Neural peptidase endothelin-converting enzyme 1 regulates endothelin 1 -- induced pruritus.

In humans, pruritus (itch) is a common but poorly understood symptom in numerous skin and systemic diseases. Endothelin 1 (ET-1) evokes histamine-independent pruritus in mammals through activation of its cognate G protein--coupled receptor endothelin A receptor (ETAR). Here, we have identified neural endothelin--converting enzyme 1 (ECE-1) as a key regulator of ET-1--induced pruritus and neural signaling of itch.
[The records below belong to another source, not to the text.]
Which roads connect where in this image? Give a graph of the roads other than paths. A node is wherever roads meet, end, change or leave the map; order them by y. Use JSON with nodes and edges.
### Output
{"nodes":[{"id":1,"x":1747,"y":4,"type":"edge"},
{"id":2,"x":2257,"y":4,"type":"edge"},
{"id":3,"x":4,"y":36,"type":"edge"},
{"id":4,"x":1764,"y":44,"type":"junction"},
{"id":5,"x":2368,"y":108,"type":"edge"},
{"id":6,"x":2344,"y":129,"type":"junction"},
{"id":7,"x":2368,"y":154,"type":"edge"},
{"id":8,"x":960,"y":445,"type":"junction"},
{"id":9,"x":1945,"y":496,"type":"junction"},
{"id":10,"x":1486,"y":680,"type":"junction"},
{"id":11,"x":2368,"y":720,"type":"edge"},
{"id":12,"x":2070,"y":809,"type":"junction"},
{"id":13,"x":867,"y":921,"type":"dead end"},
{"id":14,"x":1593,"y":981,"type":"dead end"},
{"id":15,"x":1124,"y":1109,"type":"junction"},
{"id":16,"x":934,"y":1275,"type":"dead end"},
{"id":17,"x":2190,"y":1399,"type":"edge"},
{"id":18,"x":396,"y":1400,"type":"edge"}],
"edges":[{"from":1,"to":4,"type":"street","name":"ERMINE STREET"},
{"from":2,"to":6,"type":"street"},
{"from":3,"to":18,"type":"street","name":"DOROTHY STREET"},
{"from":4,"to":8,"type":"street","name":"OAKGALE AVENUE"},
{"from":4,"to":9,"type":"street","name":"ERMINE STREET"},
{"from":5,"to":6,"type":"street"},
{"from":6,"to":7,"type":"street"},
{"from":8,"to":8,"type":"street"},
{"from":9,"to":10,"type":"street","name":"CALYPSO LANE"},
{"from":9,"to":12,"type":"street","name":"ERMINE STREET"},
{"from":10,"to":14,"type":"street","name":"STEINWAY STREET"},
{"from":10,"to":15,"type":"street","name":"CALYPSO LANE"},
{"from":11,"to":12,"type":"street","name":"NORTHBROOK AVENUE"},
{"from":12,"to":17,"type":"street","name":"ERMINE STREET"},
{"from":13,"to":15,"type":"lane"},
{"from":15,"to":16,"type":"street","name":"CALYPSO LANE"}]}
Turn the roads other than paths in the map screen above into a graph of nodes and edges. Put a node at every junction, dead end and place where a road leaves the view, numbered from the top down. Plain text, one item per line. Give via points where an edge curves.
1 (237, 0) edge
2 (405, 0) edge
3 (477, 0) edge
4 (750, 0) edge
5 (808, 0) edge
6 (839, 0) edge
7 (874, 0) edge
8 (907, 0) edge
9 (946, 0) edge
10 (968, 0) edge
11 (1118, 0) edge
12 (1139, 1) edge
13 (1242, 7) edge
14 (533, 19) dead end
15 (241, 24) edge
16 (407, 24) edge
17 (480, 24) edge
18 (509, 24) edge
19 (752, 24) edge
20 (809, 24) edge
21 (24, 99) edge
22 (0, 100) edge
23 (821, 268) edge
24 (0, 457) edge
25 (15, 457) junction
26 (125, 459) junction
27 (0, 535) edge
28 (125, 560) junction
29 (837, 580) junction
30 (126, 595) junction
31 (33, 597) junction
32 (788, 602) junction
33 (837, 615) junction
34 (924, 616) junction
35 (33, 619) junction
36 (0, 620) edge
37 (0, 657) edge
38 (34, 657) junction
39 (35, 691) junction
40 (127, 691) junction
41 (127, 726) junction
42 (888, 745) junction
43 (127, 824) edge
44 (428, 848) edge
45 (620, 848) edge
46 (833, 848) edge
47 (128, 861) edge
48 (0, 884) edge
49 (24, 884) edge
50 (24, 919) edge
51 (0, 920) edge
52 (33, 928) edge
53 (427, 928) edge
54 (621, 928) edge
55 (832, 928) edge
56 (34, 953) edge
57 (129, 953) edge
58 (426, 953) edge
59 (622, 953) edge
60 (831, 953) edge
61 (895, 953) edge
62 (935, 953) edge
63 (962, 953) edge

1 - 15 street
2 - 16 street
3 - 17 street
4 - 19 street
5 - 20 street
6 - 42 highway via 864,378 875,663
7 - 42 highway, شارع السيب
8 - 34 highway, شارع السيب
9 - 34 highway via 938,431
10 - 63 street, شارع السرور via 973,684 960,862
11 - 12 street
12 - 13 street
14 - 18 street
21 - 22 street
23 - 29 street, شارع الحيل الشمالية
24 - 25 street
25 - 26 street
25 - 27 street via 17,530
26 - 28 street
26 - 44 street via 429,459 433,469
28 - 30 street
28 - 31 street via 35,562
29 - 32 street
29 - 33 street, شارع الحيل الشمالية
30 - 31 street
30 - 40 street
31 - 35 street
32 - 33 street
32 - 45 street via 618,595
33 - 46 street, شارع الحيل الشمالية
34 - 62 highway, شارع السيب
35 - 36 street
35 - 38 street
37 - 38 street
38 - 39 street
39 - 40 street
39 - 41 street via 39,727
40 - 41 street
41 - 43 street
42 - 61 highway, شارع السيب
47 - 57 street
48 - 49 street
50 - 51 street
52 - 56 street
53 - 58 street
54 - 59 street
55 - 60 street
We show here that ETAR, ET-1, and ECE-1 are expressed and colocalize in murine dorsal root ganglia (DRG) neurons and human skin nerves. In murine DRG neurons, ET-1 induced internalization of ETAR within ECE-1--containing endosomes. ECE-1 inhibition slowed ETAR recycling yet prolonged ET-1--induced activation of ERK1/2, but not p38. In a murine itch model, ET-1--induced scratching behavior was substantially augmented by pharmacological ECE-1 inhibition and abrogated by treatment with an ERK1/2 inhibitor. Using iontophoresis, we demonstrated that ET-1 is a potent, partially histamine-independent pruritogen in humans. Immunohistochemical evaluation of skin from prurigo nodularis patients confirmed an upregulation of the ET-1/ETAR/ECE-1/ERK1/2 axis in patients with chronic itch. Together, our data identify the neural peptidase ECE-1 as a negative regulator of itch on sensory nerves by directly regulating ET-1--induced pruritus in humans and mice. Furthermore, these results implicate the ET-1/ECE-1/ERK1/2 pathway as a therapeutic target to treat pruritus in humans. [ABSTRACT FROM AUTHOR]